Data excerpts
/---

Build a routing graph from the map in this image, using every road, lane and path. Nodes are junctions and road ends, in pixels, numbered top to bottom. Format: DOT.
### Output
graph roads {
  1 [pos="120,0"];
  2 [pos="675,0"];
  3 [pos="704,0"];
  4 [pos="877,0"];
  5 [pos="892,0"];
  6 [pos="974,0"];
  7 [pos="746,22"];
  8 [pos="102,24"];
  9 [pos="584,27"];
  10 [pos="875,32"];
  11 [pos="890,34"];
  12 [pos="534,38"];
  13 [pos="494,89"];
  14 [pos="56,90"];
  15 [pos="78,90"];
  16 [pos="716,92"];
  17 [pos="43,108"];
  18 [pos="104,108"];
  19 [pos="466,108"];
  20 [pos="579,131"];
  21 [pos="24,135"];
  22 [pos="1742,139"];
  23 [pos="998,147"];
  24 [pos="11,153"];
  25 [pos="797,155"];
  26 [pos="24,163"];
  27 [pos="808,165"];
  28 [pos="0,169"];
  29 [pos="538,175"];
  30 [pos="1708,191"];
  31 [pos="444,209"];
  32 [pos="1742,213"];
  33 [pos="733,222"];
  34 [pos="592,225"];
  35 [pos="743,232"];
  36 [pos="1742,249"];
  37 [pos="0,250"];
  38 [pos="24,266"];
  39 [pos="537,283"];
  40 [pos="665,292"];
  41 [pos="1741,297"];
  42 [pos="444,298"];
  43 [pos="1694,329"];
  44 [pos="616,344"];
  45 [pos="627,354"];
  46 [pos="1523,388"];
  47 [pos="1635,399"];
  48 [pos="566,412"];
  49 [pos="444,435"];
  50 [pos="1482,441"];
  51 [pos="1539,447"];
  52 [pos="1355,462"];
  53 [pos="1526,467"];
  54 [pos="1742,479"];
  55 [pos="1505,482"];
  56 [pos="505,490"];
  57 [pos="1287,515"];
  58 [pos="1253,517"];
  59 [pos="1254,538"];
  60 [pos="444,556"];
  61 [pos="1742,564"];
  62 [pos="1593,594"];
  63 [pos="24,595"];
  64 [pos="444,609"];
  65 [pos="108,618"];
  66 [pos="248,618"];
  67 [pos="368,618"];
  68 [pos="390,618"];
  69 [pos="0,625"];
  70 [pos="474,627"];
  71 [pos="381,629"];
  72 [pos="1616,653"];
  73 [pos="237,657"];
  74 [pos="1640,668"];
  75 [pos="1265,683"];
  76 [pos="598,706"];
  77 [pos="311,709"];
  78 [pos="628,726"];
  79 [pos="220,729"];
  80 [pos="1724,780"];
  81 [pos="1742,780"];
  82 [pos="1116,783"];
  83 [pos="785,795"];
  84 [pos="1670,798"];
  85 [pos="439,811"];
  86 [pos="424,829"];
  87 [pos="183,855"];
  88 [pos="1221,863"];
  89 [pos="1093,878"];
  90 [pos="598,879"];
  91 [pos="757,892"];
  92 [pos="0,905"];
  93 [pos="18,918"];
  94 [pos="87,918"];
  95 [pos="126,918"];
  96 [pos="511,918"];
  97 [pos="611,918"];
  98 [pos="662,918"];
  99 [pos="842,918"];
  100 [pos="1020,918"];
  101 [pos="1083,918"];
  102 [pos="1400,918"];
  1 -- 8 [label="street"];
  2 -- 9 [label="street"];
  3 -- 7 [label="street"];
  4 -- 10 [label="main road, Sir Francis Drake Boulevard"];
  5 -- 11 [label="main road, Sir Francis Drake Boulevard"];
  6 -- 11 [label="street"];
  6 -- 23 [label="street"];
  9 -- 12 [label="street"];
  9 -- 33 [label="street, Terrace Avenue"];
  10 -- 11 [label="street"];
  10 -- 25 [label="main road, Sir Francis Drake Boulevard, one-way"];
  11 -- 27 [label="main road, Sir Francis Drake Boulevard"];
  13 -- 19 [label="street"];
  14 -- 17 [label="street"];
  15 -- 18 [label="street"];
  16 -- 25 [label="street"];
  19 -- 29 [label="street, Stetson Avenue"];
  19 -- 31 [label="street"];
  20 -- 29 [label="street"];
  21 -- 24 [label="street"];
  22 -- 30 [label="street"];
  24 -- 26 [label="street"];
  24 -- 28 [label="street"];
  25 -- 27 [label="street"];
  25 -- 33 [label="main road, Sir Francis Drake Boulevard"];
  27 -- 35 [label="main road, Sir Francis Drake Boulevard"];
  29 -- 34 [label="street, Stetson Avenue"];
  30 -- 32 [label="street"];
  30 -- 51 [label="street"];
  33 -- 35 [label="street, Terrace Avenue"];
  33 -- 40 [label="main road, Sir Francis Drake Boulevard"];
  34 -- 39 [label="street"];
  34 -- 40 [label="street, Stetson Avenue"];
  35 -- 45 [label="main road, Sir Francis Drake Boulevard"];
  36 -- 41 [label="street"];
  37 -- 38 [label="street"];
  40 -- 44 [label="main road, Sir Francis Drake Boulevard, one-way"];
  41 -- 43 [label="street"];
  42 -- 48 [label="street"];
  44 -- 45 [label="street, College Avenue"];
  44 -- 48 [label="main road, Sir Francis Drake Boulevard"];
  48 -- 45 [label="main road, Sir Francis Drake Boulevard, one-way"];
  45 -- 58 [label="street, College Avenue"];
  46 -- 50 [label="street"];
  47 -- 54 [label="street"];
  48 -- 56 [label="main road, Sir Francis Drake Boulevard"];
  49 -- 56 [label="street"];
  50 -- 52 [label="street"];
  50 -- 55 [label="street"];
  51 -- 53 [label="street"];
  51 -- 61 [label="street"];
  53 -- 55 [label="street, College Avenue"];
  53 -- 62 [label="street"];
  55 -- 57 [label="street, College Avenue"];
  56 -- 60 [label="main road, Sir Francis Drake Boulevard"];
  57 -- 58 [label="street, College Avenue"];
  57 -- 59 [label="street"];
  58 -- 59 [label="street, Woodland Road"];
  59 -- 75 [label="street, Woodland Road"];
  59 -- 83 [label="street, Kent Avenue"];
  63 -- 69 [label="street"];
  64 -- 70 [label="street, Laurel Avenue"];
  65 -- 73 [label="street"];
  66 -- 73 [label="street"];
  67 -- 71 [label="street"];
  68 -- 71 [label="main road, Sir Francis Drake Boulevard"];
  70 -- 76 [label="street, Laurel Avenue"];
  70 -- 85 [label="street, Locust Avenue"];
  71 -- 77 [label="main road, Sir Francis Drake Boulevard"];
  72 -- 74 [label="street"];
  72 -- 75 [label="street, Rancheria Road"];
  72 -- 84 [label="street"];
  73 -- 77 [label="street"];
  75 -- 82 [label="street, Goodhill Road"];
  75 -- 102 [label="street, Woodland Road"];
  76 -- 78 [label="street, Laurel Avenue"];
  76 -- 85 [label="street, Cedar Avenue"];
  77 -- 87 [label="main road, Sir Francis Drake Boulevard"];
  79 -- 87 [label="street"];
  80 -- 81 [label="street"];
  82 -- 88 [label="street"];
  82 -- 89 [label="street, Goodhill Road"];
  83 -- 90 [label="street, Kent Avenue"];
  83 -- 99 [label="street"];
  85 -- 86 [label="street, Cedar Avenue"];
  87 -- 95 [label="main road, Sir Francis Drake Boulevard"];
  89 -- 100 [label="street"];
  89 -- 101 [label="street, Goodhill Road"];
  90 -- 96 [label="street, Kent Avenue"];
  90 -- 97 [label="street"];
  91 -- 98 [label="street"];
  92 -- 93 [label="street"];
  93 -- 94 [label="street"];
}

\---

Task directions: The answer is each line from the entries above in which the word "Stetson" occurs.

Task solution:
  19 -- 29 [label="street, Stetson Avenue"];
  29 -- 34 [label="street, Stetson Avenue"];
  34 -- 40 [label="street, Stetson Avenue"];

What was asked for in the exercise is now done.